- [EXERCISE DETAILS]
Write out every line from the listing below where the string "them" is found.
··· DATA SUPPLIED ···
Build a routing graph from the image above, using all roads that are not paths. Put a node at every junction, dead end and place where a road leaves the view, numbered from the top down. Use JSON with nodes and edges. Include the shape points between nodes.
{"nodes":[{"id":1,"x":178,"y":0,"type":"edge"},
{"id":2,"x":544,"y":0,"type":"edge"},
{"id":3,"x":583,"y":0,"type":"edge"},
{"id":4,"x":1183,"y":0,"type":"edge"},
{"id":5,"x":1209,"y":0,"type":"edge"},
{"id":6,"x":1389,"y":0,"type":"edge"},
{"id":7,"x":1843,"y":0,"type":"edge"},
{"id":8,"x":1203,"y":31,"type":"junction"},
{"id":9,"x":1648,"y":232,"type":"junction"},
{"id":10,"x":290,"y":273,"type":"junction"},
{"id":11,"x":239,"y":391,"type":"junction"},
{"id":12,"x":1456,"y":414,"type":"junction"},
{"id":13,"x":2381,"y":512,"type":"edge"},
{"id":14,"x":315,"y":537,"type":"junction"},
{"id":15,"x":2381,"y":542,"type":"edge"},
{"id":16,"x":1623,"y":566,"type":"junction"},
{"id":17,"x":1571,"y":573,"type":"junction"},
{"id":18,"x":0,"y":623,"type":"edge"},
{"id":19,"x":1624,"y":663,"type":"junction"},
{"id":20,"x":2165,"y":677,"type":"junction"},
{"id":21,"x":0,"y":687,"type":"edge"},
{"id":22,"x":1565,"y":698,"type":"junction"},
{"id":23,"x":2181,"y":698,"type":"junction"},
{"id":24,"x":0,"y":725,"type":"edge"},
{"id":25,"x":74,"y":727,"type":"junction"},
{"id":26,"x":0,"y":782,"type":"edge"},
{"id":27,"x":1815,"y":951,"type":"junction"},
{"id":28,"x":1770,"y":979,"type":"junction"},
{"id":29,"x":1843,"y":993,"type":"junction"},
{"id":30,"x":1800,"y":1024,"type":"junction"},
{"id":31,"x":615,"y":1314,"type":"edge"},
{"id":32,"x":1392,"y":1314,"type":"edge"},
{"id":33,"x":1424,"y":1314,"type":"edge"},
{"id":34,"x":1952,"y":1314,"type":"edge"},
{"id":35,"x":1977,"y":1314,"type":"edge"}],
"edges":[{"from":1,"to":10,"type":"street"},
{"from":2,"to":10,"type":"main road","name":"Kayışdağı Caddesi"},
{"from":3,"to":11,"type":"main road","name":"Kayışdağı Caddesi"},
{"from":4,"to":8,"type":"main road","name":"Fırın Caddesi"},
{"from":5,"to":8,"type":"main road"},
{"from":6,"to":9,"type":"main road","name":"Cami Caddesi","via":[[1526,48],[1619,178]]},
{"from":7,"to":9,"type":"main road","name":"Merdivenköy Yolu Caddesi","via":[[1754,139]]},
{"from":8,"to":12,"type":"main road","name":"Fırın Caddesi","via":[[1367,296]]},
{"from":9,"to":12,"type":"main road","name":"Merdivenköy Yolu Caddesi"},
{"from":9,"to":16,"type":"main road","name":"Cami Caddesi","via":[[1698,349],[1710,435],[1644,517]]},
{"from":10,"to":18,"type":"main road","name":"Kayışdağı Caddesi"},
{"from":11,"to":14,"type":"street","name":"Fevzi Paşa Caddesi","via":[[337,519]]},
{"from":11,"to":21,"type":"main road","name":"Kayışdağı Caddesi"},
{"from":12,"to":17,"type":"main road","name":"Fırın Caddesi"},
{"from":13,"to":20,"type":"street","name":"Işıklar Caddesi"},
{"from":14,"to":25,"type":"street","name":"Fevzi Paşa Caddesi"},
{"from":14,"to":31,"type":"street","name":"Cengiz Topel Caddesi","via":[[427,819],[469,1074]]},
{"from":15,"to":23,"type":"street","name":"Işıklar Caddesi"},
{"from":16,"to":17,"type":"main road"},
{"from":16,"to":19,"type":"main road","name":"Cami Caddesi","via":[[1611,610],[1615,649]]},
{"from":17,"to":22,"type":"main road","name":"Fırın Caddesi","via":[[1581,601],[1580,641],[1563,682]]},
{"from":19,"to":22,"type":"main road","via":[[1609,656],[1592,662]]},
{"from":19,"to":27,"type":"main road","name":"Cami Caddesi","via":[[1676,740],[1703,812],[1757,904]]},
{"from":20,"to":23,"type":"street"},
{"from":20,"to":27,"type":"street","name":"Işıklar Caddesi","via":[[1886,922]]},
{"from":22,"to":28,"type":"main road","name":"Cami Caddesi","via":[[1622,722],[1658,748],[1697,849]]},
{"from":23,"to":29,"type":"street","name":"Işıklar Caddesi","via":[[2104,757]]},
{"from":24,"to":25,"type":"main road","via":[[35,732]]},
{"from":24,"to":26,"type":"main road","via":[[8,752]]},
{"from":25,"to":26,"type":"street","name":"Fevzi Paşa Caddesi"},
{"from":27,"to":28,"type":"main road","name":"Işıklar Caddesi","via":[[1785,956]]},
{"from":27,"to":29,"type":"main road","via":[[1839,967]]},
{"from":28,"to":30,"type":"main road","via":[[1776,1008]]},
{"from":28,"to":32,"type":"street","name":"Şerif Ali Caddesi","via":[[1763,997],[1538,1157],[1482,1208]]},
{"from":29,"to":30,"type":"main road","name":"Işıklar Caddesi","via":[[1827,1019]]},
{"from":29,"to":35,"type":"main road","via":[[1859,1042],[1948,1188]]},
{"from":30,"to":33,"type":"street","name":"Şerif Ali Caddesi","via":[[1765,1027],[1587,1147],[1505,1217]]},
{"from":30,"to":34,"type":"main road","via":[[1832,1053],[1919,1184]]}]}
···
··· DATA SUPPLIED ···
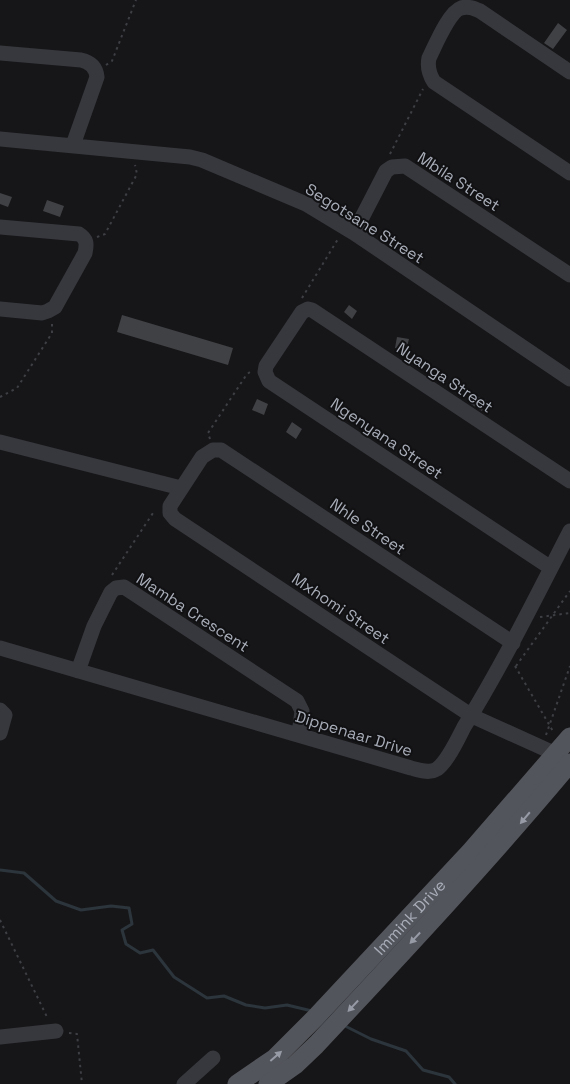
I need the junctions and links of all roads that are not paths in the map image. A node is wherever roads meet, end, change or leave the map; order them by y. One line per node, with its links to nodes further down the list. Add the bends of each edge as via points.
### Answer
···
··· DATA SUPPLIED ···
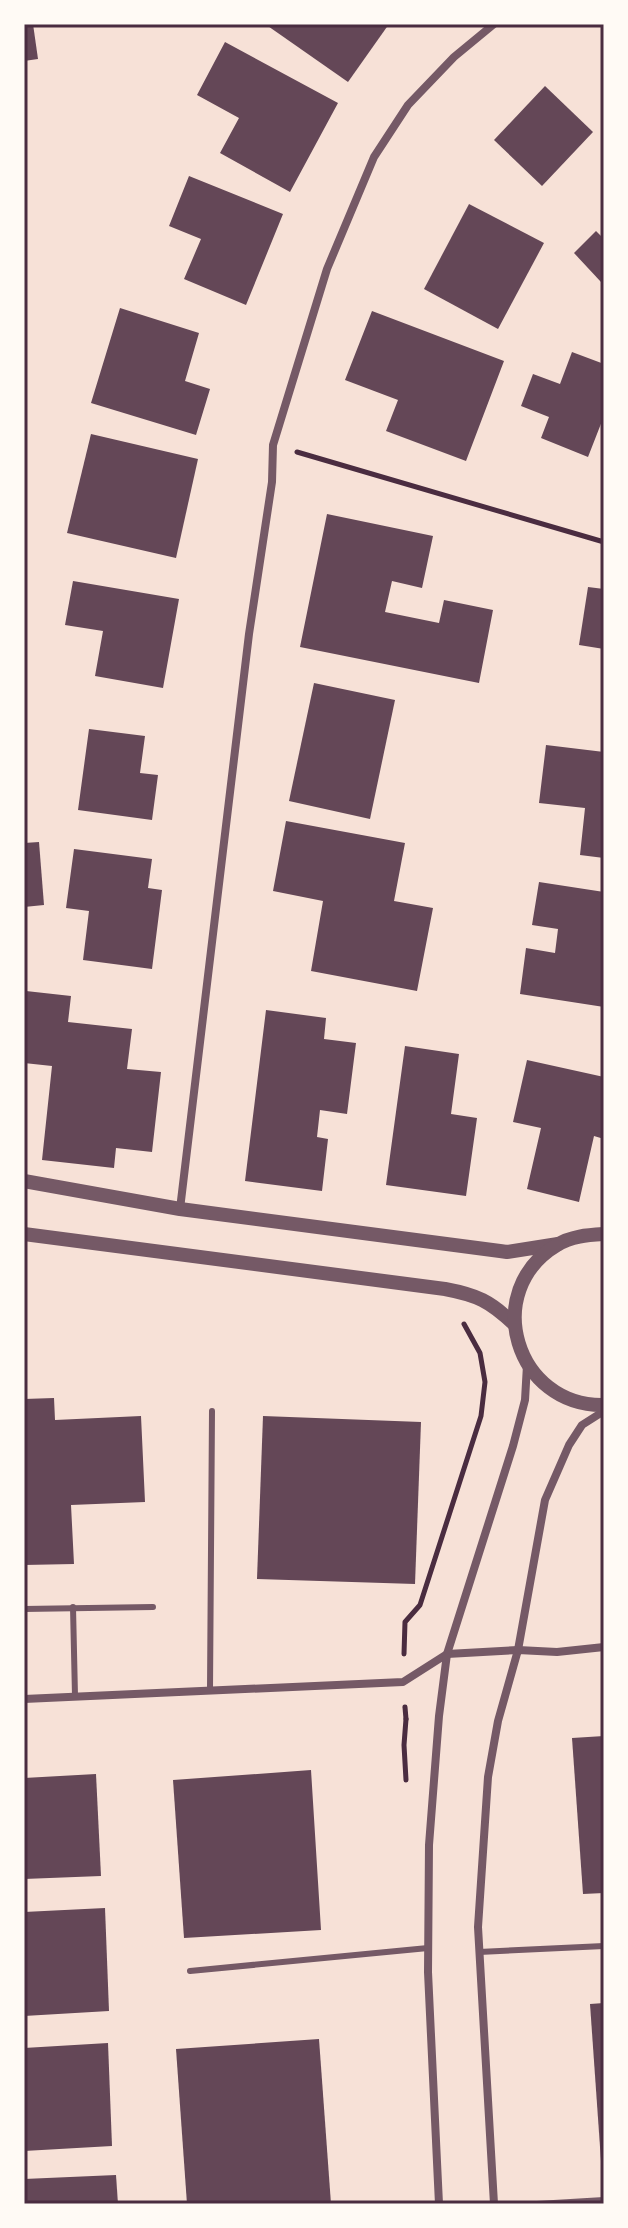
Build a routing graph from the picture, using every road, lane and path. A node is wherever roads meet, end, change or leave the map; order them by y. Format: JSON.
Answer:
···
- [RESPONSE BOX]
I need the junctions and links of all roads that are not paths in the map image. A node is wherever roads meet, end, change or leave the map; order them by y. One line per node, with its links to nodes further down the list. Add the bends of each edge as via points.
Build a routing graph from the picture, using every road, lane and path. A node is wherever roads meet, end, change or leave the map; order them by y. Format: JSON.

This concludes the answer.